_Work request_
Repeat every entry below exactly as given.

++++++

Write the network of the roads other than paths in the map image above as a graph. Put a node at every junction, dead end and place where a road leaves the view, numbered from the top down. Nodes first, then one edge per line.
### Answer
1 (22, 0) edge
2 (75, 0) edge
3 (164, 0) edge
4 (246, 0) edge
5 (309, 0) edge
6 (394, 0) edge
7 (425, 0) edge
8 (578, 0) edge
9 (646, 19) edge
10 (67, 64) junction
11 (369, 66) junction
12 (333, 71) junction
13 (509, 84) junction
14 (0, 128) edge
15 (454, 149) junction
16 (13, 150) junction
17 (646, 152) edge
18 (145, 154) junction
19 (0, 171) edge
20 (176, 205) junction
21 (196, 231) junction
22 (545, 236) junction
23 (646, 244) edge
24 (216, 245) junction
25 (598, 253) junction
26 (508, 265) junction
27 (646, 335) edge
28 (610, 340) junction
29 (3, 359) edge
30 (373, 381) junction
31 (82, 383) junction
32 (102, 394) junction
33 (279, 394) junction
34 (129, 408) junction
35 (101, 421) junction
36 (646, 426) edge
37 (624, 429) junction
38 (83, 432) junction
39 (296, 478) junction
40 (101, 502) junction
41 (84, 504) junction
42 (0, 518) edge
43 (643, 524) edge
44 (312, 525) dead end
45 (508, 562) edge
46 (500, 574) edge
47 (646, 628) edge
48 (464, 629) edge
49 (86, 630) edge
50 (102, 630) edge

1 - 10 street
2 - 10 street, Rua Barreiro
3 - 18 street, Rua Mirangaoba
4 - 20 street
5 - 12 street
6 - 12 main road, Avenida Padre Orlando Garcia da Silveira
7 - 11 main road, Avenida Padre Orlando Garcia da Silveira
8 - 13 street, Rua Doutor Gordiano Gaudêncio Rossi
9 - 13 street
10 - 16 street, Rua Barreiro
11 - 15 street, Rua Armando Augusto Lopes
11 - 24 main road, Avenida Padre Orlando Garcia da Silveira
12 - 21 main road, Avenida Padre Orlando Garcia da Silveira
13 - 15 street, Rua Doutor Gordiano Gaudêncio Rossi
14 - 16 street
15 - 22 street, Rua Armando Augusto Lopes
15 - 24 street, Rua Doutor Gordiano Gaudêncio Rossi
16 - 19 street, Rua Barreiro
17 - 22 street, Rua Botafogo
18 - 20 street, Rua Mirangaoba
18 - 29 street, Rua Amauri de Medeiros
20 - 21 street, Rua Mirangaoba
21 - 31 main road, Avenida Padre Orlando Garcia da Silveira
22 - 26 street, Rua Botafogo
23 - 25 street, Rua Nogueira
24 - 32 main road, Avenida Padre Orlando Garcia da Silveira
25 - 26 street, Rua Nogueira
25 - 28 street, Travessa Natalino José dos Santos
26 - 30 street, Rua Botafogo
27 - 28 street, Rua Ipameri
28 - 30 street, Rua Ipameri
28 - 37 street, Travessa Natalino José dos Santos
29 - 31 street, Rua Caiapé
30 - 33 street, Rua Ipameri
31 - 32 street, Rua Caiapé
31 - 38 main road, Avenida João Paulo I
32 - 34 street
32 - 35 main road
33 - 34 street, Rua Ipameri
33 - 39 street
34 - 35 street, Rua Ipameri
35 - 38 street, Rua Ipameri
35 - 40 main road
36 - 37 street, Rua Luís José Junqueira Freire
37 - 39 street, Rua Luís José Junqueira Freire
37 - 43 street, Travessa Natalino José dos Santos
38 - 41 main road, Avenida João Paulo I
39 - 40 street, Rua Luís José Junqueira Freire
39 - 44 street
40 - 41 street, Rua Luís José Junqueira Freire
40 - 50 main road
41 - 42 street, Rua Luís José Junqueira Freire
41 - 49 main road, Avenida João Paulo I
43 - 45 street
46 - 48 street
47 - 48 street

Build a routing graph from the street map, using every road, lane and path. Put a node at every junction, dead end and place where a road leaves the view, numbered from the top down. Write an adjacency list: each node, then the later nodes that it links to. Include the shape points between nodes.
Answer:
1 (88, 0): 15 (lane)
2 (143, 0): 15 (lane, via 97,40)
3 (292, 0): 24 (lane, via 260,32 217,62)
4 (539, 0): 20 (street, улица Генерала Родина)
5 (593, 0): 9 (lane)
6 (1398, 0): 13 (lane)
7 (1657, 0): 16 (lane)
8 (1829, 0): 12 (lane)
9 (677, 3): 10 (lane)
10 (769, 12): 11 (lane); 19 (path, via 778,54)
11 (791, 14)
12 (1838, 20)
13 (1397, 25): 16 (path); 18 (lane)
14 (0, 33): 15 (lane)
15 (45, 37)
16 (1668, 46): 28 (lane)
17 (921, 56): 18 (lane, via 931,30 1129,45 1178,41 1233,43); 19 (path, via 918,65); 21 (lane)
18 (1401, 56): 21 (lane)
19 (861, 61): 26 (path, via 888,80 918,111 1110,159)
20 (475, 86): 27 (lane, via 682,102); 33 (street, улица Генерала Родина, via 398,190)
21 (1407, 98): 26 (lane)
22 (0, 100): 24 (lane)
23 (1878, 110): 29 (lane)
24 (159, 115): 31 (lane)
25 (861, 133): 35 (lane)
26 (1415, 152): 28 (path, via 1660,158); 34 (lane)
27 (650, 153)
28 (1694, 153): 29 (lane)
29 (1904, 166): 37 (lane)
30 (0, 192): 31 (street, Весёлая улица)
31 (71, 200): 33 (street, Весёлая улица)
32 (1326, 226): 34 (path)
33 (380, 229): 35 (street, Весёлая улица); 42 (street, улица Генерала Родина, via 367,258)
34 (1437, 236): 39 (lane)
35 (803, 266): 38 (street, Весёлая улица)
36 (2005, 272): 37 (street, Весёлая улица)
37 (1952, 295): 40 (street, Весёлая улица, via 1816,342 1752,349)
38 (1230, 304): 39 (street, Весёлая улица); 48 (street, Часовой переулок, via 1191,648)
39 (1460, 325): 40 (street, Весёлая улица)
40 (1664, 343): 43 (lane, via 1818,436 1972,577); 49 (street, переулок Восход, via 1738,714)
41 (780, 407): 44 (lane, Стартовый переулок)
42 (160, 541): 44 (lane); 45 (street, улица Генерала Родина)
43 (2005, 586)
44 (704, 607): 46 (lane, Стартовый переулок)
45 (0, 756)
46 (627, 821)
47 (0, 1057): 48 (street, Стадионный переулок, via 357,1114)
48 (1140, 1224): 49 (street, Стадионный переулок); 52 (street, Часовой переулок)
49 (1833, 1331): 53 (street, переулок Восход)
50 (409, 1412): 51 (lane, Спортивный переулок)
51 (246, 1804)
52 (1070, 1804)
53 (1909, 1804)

++++++

_Response area_
Write the network of the roads other than paths in the map image above as a graph. Put a node at every junction, dead end and place where a road leaves the view, numbered from the top down. Nodes first, then one edge per line.
### Answer
1 (22, 0) edge
2 (75, 0) edge
3 (164, 0) edge
4 (246, 0) edge
5 (309, 0) edge
6 (394, 0) edge
7 (425, 0) edge
8 (578, 0) edge
9 (646, 19) edge
10 (67, 64) junction
11 (369, 66) junction
12 (333, 71) junction
13 (509, 84) junction
14 (0, 128) edge
15 (454, 149) junction
16 (13, 150) junction
17 (646, 152) edge
18 (145, 154) junction
19 (0, 171) edge
20 (176, 205) junction
21 (196, 231) junction
22 (545, 236) junction
23 (646, 244) edge
24 (216, 245) junction
25 (598, 253) junction
26 (508, 265) junction
27 (646, 335) edge
28 (610, 340) junction
29 (3, 359) edge
30 (373, 381) junction
31 (82, 383) junction
32 (102, 394) junction
33 (279, 394) junction
34 (129, 408) junction
35 (101, 421) junction
36 (646, 426) edge
37 (624, 429) junction
38 (83, 432) junction
39 (296, 478) junction
40 (101, 502) junction
41 (84, 504) junction
42 (0, 518) edge
43 (643, 524) edge
44 (312, 525) dead end
45 (508, 562) edge
46 (500, 574) edge
47 (646, 628) edge
48 (464, 629) edge
49 (86, 630) edge
50 (102, 630) edge

1 - 10 street
2 - 10 street, Rua Barreiro
3 - 18 street, Rua Mirangaoba
4 - 20 street
5 - 12 street
6 - 12 main road, Avenida Padre Orlando Garcia da Silveira
7 - 11 main road, Avenida Padre Orlando Garcia da Silveira
8 - 13 street, Rua Doutor Gordiano Gaudêncio Rossi
9 - 13 street
10 - 16 street, Rua Barreiro
11 - 15 street, Rua Armando Augusto Lopes
11 - 24 main road, Avenida Padre Orlando Garcia da Silveira
12 - 21 main road, Avenida Padre Orlando Garcia da Silveira
13 - 15 street, Rua Doutor Gordiano Gaudêncio Rossi
14 - 16 street
15 - 22 street, Rua Armando Augusto Lopes
15 - 24 street, Rua Doutor Gordiano Gaudêncio Rossi
16 - 19 street, Rua Barreiro
17 - 22 street, Rua Botafogo
18 - 20 street, Rua Mirangaoba
18 - 29 street, Rua Amauri de Medeiros
20 - 21 street, Rua Mirangaoba
21 - 31 main road, Avenida Padre Orlando Garcia da Silveira
22 - 26 street, Rua Botafogo
23 - 25 street, Rua Nogueira
24 - 32 main road, Avenida Padre Orlando Garcia da Silveira
25 - 26 street, Rua Nogueira
25 - 28 street, Travessa Natalino José dos Santos
26 - 30 street, Rua Botafogo
27 - 28 street, Rua Ipameri
28 - 30 street, Rua Ipameri
28 - 37 street, Travessa Natalino José dos Santos
29 - 31 street, Rua Caiapé
30 - 33 street, Rua Ipameri
31 - 32 street, Rua Caiapé
31 - 38 main road, Avenida João Paulo I
32 - 34 street
32 - 35 main road
33 - 34 street, Rua Ipameri
33 - 39 street
34 - 35 street, Rua Ipameri
35 - 38 street, Rua Ipameri
35 - 40 main road
36 - 37 street, Rua Luís José Junqueira Freire
37 - 39 street, Rua Luís José Junqueira Freire
37 - 43 street, Travessa Natalino José dos Santos
38 - 41 main road, Avenida João Paulo I
39 - 40 street, Rua Luís José Junqueira Freire
39 - 44 street
40 - 41 street, Rua Luís José Junqueira Freire
40 - 50 main road
41 - 42 street, Rua Luís José Junqueira Freire
41 - 49 main road, Avenida João Paulo I
43 - 45 street
46 - 48 street
47 - 48 street

Build a routing graph from the street map, using every road, lane and path. Put a node at every junction, dead end and place where a road leaves the view, numbered from the top down. Write an adjacency list: each node, then the later nodes that it links to. Include the shape points between nodes.
Answer:
1 (88, 0): 15 (lane)
2 (143, 0): 15 (lane, via 97,40)
3 (292, 0): 24 (lane, via 260,32 217,62)
4 (539, 0): 20 (street, улица Генерала Родина)
5 (593, 0): 9 (lane)
6 (1398, 0): 13 (lane)
7 (1657, 0): 16 (lane)
8 (1829, 0): 12 (lane)
9 (677, 3): 10 (lane)
10 (769, 12): 11 (lane); 19 (path, via 778,54)
11 (791, 14)
12 (1838, 20)
13 (1397, 25): 16 (path); 18 (lane)
14 (0, 33): 15 (lane)
15 (45, 37)
16 (1668, 46): 28 (lane)
17 (921, 56): 18 (lane, via 931,30 1129,45 1178,41 1233,43); 19 (path, via 918,65); 21 (lane)
18 (1401, 56): 21 (lane)
19 (861, 61): 26 (path, via 888,80 918,111 1110,159)
20 (475, 86): 27 (lane, via 682,102); 33 (street, улица Генерала Родина, via 398,190)
21 (1407, 98): 26 (lane)
22 (0, 100): 24 (lane)
23 (1878, 110): 29 (lane)
24 (159, 115): 31 (lane)
25 (861, 133): 35 (lane)
26 (1415, 152): 28 (path, via 1660,158); 34 (lane)
27 (650, 153)
28 (1694, 153): 29 (lane)
29 (1904, 166): 37 (lane)
30 (0, 192): 31 (street, Весёлая улица)
31 (71, 200): 33 (street, Весёлая улица)
32 (1326, 226): 34 (path)
33 (380, 229): 35 (street, Весёлая улица); 42 (street, улица Генерала Родина, via 367,258)
34 (1437, 236): 39 (lane)
35 (803, 266): 38 (street, Весёлая улица)
36 (2005, 272): 37 (street, Весёлая улица)
37 (1952, 295): 40 (street, Весёлая улица, via 1816,342 1752,349)
38 (1230, 304): 39 (street, Весёлая улица); 48 (street, Часовой переулок, via 1191,648)
39 (1460, 325): 40 (street, Весёлая улица)
40 (1664, 343): 43 (lane, via 1818,436 1972,577); 49 (street, переулок Восход, via 1738,714)
41 (780, 407): 44 (lane, Стартовый переулок)
42 (160, 541): 44 (lane); 45 (street, улица Генерала Родина)
43 (2005, 586)
44 (704, 607): 46 (lane, Стартовый переулок)
45 (0, 756)
46 (627, 821)
47 (0, 1057): 48 (street, Стадионный переулок, via 357,1114)
48 (1140, 1224): 49 (street, Стадионный переулок); 52 (street, Часовой переулок)
49 (1833, 1331): 53 (street, переулок Восход)
50 (409, 1412): 51 (lane, Спортивный переулок)
51 (246, 1804)
52 (1070, 1804)
53 (1909, 1804)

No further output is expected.